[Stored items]

————————

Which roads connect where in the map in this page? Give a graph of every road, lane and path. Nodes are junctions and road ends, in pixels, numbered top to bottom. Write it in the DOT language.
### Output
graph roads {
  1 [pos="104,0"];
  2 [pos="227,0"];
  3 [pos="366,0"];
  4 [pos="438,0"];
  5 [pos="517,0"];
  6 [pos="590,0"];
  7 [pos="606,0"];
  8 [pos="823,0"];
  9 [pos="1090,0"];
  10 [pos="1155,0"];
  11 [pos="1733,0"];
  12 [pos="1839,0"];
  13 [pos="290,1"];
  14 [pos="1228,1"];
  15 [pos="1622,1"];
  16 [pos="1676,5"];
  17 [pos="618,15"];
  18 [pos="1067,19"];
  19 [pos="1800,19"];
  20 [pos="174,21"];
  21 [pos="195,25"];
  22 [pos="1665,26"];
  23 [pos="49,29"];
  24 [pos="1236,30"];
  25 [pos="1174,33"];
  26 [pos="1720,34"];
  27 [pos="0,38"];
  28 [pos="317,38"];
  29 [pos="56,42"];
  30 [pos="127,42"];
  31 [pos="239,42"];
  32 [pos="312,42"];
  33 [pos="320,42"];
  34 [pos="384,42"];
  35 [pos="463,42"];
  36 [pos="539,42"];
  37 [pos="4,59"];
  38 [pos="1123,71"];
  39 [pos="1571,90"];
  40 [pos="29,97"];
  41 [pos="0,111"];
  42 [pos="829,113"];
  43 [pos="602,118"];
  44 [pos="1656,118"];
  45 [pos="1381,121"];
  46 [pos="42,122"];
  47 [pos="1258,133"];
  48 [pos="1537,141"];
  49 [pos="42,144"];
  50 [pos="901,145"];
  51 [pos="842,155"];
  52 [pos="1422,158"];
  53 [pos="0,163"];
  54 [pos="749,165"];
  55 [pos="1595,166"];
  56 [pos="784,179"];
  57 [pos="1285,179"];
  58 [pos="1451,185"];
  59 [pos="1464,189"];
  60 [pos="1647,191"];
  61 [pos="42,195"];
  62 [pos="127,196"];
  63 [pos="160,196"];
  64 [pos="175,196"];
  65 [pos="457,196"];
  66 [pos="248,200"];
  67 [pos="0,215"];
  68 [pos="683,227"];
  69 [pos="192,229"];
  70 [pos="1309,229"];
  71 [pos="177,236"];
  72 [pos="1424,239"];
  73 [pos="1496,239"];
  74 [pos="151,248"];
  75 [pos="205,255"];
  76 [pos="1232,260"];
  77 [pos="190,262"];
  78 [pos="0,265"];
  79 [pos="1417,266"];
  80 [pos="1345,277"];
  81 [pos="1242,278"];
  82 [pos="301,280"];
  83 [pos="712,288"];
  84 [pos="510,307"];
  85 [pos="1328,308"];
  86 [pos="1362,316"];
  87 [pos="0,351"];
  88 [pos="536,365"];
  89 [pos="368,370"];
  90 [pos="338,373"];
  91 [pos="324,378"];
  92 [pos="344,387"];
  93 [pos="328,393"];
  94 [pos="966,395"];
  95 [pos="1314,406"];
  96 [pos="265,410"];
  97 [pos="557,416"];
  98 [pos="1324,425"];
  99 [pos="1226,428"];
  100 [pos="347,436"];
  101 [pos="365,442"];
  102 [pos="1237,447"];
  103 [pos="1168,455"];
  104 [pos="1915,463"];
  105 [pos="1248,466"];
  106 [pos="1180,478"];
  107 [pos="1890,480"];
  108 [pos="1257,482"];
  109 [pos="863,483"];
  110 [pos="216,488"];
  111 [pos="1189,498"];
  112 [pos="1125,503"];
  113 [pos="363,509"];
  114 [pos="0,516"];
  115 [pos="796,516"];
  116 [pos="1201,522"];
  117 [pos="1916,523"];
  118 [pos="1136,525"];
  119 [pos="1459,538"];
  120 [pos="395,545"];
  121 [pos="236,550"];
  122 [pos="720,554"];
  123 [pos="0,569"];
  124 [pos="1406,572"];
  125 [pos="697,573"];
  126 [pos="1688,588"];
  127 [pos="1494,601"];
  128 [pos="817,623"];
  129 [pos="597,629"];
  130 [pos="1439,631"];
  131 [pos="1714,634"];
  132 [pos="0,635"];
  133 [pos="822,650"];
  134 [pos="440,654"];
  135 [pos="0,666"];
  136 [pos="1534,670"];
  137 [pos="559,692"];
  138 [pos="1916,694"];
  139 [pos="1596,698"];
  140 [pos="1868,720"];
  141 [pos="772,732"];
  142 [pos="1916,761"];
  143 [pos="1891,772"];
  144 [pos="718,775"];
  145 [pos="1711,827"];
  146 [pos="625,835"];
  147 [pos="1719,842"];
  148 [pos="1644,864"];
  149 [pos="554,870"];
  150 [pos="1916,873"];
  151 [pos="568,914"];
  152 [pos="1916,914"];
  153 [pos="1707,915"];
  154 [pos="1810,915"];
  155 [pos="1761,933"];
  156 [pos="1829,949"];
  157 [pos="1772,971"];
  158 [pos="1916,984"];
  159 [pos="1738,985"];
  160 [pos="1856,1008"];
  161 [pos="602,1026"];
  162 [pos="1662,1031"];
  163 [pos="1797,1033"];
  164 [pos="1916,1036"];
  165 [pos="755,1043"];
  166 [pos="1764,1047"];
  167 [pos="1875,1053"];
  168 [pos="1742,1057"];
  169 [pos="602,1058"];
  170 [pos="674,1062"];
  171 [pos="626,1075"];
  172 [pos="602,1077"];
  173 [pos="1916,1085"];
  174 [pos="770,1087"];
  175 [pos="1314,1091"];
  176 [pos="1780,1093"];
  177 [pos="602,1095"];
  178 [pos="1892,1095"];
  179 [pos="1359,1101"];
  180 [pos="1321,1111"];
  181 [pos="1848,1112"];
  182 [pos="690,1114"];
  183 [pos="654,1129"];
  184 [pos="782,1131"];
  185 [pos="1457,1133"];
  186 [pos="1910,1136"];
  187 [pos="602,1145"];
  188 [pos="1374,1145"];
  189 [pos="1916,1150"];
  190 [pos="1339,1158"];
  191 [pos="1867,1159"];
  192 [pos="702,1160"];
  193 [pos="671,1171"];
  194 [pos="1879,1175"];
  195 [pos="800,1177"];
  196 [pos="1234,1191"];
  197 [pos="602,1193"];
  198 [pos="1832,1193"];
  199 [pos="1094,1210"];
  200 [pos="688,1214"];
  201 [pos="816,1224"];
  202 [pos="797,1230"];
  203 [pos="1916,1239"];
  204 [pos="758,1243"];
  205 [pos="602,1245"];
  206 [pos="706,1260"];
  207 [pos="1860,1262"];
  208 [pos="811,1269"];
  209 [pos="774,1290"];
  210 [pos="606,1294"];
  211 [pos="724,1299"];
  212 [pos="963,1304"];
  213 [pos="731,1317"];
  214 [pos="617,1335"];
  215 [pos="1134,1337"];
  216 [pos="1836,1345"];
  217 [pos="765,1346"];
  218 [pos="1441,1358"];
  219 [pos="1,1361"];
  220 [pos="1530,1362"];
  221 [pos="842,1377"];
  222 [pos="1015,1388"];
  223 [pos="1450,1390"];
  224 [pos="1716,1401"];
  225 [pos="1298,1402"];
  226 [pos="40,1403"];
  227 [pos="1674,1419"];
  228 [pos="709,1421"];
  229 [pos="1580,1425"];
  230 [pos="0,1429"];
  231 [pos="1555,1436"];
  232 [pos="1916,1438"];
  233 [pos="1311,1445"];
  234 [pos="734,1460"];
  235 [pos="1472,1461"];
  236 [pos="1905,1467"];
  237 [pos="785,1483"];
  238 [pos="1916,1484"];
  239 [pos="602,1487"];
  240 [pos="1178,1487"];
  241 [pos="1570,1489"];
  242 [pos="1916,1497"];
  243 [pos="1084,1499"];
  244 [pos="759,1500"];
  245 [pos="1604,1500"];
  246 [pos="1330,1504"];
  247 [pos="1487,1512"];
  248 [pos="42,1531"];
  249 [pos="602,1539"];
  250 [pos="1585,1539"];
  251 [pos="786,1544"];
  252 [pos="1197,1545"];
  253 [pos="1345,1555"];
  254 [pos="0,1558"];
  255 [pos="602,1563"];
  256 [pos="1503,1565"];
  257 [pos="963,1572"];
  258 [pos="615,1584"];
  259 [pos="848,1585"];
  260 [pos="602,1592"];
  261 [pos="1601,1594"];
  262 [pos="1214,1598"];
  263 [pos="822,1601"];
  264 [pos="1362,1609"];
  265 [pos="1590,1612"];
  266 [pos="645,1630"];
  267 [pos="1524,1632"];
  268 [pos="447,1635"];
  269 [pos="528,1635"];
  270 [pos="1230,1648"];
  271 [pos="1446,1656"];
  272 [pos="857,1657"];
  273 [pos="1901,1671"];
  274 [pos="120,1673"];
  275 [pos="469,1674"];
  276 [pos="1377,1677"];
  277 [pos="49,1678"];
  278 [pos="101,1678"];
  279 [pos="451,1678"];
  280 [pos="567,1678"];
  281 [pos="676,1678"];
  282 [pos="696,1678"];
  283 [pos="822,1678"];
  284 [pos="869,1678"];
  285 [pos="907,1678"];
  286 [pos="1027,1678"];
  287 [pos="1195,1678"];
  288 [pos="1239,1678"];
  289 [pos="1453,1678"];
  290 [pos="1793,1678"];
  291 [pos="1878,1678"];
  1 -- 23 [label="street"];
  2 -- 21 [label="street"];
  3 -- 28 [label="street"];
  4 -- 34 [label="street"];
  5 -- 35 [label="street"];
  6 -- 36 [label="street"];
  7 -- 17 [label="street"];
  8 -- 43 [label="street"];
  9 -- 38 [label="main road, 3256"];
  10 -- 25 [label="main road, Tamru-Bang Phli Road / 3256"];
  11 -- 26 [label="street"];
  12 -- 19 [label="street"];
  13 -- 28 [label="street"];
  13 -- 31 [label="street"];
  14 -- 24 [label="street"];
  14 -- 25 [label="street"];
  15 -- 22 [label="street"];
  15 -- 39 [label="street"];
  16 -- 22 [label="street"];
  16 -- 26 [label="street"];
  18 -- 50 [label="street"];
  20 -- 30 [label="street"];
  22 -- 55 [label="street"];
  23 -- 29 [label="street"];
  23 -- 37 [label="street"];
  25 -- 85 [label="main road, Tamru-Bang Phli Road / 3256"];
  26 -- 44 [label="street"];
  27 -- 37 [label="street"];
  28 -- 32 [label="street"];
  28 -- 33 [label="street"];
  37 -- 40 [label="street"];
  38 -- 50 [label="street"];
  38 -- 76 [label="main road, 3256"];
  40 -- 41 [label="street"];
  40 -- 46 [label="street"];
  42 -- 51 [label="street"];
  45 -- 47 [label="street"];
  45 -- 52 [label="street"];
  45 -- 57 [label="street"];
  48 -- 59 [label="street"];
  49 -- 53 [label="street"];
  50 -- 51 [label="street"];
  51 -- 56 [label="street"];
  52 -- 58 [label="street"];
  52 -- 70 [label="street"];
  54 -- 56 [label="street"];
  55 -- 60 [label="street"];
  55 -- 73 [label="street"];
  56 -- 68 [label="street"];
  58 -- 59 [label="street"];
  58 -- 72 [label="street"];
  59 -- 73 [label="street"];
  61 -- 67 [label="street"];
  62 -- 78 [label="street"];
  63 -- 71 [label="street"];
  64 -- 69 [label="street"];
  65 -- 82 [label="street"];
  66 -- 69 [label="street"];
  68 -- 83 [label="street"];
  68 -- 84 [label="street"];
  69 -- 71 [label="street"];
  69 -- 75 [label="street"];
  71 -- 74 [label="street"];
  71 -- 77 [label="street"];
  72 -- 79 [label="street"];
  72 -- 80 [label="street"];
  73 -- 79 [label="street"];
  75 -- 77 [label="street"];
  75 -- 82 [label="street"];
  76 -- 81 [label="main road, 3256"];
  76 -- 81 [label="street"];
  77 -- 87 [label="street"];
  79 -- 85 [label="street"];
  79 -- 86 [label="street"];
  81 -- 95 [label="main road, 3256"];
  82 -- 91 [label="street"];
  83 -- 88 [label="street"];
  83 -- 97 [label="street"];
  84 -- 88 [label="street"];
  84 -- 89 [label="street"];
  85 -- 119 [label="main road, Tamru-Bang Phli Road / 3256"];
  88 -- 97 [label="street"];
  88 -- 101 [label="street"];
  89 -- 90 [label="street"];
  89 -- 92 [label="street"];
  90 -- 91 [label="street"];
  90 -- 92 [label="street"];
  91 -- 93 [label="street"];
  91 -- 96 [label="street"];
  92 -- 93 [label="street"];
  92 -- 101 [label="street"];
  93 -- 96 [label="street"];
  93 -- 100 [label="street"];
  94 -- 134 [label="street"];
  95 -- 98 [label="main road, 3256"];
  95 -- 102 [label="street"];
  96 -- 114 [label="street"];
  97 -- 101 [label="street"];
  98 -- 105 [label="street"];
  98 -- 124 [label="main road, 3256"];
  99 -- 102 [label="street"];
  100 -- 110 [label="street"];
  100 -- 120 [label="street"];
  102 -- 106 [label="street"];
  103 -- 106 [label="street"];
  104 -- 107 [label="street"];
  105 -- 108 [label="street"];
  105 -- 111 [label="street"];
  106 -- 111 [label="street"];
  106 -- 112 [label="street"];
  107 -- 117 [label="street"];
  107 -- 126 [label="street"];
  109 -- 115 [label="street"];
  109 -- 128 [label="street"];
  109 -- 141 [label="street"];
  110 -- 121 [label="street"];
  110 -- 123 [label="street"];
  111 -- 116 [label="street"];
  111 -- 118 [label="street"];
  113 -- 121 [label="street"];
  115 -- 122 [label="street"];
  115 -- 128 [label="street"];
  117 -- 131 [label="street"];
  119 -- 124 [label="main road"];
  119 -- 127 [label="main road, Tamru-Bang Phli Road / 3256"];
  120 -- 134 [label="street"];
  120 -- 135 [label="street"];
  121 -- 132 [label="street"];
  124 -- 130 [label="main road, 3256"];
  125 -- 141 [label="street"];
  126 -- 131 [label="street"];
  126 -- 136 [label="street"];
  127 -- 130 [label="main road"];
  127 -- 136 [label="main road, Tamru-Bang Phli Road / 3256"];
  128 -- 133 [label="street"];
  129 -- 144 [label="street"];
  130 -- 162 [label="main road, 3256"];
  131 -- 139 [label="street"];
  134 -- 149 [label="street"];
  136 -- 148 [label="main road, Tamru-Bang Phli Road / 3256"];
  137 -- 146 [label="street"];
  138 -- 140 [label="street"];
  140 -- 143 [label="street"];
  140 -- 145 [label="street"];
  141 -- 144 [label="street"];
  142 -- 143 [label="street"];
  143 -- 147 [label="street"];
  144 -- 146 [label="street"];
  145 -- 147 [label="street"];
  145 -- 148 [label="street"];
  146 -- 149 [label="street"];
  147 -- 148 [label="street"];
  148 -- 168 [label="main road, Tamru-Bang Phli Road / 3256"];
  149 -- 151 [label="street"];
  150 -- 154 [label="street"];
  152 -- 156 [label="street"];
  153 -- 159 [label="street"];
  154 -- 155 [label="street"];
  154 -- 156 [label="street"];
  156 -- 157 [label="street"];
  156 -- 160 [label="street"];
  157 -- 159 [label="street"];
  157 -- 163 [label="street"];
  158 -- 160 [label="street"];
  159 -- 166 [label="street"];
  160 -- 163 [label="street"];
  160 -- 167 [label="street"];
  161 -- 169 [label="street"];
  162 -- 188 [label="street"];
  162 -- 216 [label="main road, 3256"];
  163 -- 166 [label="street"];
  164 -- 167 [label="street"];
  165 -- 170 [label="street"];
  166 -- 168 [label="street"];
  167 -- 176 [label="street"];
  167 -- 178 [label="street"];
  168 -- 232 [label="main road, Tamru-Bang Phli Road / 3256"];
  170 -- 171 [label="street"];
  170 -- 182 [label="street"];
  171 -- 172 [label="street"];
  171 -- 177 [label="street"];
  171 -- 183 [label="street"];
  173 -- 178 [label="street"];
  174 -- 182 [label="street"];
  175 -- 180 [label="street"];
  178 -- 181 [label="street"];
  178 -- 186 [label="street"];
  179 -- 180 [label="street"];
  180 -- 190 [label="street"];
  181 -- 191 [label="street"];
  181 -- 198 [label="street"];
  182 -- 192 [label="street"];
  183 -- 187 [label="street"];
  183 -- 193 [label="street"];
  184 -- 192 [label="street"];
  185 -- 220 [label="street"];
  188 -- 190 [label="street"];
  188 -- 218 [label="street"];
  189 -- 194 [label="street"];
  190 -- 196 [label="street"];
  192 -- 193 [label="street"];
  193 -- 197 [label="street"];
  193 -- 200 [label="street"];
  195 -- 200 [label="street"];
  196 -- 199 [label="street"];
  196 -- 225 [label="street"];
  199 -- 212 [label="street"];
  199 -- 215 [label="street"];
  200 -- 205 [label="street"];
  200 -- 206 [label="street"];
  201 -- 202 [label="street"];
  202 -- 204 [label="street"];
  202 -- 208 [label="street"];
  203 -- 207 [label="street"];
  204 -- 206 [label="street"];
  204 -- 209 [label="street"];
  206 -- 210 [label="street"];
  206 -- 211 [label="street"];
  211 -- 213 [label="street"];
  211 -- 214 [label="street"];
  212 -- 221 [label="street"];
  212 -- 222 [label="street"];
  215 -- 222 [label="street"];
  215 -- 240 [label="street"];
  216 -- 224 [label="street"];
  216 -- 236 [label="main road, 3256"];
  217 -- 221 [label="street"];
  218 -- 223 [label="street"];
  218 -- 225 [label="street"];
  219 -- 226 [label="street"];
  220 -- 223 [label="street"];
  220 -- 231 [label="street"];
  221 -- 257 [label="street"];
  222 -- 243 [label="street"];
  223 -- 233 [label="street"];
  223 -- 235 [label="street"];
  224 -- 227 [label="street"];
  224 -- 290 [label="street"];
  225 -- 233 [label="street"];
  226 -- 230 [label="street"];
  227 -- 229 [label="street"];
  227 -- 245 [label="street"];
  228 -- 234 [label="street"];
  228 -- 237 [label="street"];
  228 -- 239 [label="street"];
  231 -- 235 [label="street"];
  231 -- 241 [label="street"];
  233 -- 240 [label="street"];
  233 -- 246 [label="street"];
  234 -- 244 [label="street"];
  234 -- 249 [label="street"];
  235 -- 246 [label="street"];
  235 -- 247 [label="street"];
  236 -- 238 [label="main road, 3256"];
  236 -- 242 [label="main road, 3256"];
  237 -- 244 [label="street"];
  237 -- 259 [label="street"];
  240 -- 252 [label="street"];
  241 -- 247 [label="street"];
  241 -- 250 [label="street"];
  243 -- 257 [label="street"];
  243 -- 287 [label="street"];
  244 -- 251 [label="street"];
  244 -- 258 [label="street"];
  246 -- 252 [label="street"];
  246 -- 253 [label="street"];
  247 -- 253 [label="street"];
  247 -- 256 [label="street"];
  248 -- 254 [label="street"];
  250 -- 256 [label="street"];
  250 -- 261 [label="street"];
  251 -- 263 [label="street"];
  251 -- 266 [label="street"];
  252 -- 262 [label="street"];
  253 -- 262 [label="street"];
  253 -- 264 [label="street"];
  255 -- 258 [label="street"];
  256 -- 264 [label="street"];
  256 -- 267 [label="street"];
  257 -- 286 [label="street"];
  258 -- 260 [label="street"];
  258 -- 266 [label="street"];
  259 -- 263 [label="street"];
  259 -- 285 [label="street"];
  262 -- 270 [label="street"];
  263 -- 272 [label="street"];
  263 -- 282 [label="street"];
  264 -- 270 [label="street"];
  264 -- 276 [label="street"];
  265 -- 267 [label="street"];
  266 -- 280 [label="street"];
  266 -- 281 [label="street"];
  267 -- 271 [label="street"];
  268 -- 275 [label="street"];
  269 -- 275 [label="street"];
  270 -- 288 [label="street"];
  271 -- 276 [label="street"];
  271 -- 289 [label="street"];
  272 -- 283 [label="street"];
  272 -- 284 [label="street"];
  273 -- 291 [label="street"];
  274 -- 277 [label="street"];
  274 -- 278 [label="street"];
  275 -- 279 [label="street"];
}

————————

A line belongs in the answer if it contains the word "Bang"; copy every such line from the data above.

  10 -- 25 [label="main road, Tamru-Bang Phli Road / 3256"];
  25 -- 85 [label="main road, Tamru-Bang Phli Road / 3256"];
  85 -- 119 [label="main road, Tamru-Bang Phli Road / 3256"];
  119 -- 127 [label="main road, Tamru-Bang Phli Road / 3256"];
  127 -- 136 [label="main road, Tamru-Bang Phli Road / 3256"];
  136 -- 148 [label="main road, Tamru-Bang Phli Road / 3256"];
  148 -- 168 [label="main road, Tamru-Bang Phli Road / 3256"];
  168 -- 232 [label="main road, Tamru-Bang Phli Road / 3256"];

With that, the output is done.